Saved entries
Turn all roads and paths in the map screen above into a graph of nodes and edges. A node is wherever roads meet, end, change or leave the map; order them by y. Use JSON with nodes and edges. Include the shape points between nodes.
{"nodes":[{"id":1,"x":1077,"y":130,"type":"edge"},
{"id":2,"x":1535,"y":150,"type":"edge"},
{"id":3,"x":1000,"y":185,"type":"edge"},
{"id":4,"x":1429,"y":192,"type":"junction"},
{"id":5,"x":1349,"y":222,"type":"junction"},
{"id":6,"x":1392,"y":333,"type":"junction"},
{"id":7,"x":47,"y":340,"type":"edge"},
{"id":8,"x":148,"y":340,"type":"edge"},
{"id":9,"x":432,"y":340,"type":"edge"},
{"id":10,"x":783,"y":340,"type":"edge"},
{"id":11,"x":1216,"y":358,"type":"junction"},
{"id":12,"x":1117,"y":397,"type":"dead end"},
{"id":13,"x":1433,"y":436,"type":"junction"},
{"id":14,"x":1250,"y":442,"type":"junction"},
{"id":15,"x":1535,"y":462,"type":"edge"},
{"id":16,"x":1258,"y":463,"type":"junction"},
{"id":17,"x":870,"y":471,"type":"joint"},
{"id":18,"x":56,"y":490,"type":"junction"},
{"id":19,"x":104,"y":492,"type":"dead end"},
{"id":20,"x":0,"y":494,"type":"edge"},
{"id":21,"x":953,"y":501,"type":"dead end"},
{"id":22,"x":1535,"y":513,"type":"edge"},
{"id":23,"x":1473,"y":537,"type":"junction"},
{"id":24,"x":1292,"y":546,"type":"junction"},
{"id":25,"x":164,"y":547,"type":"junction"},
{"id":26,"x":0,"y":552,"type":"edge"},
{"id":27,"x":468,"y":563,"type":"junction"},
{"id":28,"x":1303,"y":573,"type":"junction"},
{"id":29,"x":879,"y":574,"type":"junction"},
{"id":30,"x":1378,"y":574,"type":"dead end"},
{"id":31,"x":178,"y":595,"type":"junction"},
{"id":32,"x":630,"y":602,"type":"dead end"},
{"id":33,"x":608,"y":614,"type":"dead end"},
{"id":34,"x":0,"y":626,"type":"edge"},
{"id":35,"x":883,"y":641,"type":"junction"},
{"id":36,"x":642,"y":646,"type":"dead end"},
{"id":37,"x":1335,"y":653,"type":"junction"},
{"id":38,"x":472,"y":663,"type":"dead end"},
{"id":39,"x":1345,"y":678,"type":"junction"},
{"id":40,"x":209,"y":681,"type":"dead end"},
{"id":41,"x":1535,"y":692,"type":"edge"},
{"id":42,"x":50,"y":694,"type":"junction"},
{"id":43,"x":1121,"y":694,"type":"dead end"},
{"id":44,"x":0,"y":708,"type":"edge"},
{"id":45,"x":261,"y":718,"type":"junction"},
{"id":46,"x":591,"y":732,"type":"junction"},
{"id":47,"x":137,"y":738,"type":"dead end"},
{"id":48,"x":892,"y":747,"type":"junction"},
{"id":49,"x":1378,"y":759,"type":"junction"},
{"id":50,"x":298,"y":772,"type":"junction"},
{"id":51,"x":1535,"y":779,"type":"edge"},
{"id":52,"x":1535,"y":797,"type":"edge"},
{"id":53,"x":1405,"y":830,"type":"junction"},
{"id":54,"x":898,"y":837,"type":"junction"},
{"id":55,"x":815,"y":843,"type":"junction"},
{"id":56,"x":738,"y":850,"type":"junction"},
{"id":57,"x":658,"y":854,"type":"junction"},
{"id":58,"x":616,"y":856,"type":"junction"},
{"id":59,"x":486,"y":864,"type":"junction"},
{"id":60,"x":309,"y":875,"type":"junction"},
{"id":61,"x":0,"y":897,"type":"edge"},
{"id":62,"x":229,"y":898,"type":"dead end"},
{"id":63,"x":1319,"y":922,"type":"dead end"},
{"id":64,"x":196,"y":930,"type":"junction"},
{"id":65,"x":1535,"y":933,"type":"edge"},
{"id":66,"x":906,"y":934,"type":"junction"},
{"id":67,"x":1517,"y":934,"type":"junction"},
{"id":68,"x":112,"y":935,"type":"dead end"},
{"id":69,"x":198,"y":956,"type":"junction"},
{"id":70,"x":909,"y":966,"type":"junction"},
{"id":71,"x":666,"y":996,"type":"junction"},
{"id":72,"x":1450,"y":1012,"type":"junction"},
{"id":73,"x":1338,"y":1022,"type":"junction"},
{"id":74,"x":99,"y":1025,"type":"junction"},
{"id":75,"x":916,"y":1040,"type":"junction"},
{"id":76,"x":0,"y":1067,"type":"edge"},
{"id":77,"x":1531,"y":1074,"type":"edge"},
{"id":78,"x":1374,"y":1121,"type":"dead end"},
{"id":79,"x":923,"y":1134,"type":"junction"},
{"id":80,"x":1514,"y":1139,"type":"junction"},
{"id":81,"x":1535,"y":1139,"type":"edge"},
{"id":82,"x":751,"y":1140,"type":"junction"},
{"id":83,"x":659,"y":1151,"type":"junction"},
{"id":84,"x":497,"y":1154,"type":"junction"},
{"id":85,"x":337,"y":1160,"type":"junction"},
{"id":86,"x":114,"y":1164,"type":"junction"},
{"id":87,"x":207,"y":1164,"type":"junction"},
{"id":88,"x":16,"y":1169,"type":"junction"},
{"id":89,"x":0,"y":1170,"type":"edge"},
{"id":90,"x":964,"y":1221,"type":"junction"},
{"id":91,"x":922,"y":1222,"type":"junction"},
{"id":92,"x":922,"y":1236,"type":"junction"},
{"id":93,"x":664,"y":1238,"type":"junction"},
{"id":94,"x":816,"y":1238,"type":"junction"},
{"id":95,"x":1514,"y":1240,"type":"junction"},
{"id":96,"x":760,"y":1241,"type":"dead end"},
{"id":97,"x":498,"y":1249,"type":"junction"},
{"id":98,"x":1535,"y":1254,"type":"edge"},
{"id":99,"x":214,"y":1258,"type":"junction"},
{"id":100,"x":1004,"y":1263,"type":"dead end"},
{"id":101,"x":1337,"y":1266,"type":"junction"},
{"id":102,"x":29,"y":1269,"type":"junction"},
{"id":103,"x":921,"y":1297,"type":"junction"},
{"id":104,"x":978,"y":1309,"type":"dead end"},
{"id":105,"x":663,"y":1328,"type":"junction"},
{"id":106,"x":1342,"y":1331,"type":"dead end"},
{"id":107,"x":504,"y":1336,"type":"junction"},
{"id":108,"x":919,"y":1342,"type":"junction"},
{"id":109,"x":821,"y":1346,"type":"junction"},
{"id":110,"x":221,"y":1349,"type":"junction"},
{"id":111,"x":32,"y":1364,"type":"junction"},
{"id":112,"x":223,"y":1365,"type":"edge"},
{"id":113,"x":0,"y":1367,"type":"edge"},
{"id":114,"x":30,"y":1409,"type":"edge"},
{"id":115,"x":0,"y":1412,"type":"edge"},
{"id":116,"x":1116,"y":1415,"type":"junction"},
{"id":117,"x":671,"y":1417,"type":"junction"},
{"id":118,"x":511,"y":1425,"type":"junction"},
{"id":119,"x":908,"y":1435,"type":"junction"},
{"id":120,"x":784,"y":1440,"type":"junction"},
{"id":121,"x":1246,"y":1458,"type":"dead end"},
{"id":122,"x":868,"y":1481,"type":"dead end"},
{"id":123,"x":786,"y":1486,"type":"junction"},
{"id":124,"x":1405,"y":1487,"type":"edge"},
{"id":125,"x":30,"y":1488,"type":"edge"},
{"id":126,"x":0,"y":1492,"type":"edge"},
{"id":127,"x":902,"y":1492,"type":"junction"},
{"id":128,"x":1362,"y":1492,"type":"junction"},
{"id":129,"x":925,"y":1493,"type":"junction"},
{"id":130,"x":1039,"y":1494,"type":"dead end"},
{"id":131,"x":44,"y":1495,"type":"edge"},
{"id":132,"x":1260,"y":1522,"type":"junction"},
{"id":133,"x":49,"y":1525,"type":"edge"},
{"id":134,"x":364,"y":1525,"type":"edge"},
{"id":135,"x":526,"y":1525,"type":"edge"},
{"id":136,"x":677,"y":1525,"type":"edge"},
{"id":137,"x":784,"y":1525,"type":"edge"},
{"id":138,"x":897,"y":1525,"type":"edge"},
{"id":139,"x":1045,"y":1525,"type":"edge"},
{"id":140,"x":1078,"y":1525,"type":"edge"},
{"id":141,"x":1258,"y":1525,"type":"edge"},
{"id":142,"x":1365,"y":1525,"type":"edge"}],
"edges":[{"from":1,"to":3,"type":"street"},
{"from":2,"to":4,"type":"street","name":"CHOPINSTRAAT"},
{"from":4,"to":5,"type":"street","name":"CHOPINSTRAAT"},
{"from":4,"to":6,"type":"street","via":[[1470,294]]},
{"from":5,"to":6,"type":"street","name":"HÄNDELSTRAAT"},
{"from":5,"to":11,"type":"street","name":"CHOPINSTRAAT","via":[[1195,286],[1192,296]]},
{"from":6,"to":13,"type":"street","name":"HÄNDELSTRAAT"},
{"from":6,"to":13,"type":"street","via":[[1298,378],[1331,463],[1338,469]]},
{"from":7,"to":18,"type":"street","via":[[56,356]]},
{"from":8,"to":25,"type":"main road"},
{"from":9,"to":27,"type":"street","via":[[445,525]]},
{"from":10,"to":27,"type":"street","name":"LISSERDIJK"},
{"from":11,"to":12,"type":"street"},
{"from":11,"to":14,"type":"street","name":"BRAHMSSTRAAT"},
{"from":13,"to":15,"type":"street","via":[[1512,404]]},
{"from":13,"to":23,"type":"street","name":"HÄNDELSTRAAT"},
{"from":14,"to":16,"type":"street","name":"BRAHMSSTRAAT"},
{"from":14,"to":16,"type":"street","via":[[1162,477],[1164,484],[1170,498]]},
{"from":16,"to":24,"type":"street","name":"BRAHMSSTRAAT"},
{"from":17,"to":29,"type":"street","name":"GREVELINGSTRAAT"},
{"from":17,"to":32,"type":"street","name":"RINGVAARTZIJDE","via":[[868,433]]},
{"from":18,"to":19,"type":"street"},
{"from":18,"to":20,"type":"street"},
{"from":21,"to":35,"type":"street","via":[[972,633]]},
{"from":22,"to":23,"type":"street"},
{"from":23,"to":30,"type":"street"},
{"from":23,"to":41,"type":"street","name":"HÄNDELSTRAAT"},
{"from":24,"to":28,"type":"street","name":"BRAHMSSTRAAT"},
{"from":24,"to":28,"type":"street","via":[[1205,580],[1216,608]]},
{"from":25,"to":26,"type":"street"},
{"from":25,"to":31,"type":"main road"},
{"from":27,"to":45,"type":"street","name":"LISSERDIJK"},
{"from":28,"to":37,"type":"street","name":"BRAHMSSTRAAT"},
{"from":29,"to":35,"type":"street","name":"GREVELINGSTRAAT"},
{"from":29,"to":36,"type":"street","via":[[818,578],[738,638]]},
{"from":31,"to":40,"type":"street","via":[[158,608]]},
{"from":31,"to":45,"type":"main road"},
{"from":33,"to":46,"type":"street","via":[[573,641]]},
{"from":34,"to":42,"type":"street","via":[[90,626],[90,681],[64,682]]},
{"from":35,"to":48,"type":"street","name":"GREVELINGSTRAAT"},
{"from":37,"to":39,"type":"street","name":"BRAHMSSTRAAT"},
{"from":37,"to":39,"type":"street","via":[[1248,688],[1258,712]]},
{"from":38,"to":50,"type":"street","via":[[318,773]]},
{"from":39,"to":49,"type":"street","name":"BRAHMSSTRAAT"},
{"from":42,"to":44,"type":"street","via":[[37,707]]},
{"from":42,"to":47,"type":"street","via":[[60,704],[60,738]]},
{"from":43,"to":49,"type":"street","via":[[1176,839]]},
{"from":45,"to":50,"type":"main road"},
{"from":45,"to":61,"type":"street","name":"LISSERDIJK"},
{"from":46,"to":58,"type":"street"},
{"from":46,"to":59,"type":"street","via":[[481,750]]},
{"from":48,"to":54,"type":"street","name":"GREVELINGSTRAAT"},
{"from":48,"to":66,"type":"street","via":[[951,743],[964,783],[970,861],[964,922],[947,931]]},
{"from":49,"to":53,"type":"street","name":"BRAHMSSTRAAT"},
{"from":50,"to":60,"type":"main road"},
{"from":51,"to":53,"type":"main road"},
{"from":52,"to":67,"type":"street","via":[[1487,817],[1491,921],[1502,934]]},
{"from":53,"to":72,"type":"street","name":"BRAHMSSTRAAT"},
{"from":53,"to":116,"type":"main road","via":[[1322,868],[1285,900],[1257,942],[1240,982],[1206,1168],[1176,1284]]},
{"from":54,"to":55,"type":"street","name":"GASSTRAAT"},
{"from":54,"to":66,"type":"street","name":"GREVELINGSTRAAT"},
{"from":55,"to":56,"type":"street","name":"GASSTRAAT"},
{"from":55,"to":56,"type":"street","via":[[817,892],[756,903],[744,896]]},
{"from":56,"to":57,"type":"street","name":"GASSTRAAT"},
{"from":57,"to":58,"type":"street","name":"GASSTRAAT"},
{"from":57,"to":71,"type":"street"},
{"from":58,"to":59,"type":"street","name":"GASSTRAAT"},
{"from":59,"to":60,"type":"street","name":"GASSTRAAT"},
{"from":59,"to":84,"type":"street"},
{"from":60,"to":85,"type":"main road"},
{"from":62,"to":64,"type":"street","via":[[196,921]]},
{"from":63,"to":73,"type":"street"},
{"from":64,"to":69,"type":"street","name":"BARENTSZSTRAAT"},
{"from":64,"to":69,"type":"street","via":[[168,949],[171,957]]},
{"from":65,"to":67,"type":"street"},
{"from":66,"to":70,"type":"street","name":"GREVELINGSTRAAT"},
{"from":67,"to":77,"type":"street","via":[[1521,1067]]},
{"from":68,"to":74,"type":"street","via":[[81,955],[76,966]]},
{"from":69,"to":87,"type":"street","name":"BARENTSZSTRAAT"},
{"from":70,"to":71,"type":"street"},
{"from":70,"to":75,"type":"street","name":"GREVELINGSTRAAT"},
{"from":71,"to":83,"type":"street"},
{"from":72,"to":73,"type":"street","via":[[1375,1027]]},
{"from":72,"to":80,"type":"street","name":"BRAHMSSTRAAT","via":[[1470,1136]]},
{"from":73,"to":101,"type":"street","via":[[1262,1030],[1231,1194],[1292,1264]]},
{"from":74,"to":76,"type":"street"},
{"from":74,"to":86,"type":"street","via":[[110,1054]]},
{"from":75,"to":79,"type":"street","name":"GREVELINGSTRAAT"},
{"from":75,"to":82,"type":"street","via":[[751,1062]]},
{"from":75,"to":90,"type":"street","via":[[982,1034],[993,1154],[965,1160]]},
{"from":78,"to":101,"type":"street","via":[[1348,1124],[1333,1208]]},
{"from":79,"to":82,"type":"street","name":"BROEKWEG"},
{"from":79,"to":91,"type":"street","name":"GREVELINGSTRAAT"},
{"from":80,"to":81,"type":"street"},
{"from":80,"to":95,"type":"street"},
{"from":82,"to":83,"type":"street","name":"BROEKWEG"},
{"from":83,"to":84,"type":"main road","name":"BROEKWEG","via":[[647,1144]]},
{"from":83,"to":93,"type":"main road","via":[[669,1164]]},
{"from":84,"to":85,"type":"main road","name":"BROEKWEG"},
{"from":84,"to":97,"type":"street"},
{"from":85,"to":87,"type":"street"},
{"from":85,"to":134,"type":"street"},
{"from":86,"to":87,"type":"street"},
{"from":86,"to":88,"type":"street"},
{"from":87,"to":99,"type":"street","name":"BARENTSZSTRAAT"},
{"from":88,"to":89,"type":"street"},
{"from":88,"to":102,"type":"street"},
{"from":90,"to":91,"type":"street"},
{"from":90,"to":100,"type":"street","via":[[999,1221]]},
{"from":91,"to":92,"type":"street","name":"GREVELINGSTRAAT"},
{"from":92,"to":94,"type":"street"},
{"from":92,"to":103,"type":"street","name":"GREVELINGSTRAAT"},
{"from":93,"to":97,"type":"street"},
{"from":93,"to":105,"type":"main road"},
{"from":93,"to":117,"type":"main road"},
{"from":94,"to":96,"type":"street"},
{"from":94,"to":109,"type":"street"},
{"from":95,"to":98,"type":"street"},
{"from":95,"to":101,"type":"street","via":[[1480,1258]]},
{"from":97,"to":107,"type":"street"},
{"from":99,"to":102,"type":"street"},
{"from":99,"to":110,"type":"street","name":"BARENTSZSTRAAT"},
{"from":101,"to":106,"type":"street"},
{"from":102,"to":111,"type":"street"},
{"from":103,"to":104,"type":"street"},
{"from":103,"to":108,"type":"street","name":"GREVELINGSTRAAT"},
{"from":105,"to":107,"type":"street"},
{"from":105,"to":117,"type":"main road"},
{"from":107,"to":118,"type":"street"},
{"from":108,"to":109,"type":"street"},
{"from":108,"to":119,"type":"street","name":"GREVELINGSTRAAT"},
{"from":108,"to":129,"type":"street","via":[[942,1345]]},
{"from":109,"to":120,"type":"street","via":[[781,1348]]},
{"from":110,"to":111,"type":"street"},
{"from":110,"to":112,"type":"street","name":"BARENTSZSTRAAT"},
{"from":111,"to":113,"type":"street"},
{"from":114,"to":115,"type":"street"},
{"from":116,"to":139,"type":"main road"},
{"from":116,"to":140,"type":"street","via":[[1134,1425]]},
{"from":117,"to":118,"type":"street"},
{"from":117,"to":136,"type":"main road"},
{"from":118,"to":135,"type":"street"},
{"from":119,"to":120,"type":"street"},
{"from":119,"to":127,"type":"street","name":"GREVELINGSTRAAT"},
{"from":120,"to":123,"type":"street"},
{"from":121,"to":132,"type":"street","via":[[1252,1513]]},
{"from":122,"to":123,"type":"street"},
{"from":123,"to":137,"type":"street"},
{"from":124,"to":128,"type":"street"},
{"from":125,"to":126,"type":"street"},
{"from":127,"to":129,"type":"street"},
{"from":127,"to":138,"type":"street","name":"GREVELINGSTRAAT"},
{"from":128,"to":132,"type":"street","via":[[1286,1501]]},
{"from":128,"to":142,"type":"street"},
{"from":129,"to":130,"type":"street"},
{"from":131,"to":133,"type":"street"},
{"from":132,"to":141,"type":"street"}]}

_Task details_: Look for the word "edges" in the records above, count the lines that hold it, and give only that number.

_Answer section_: 2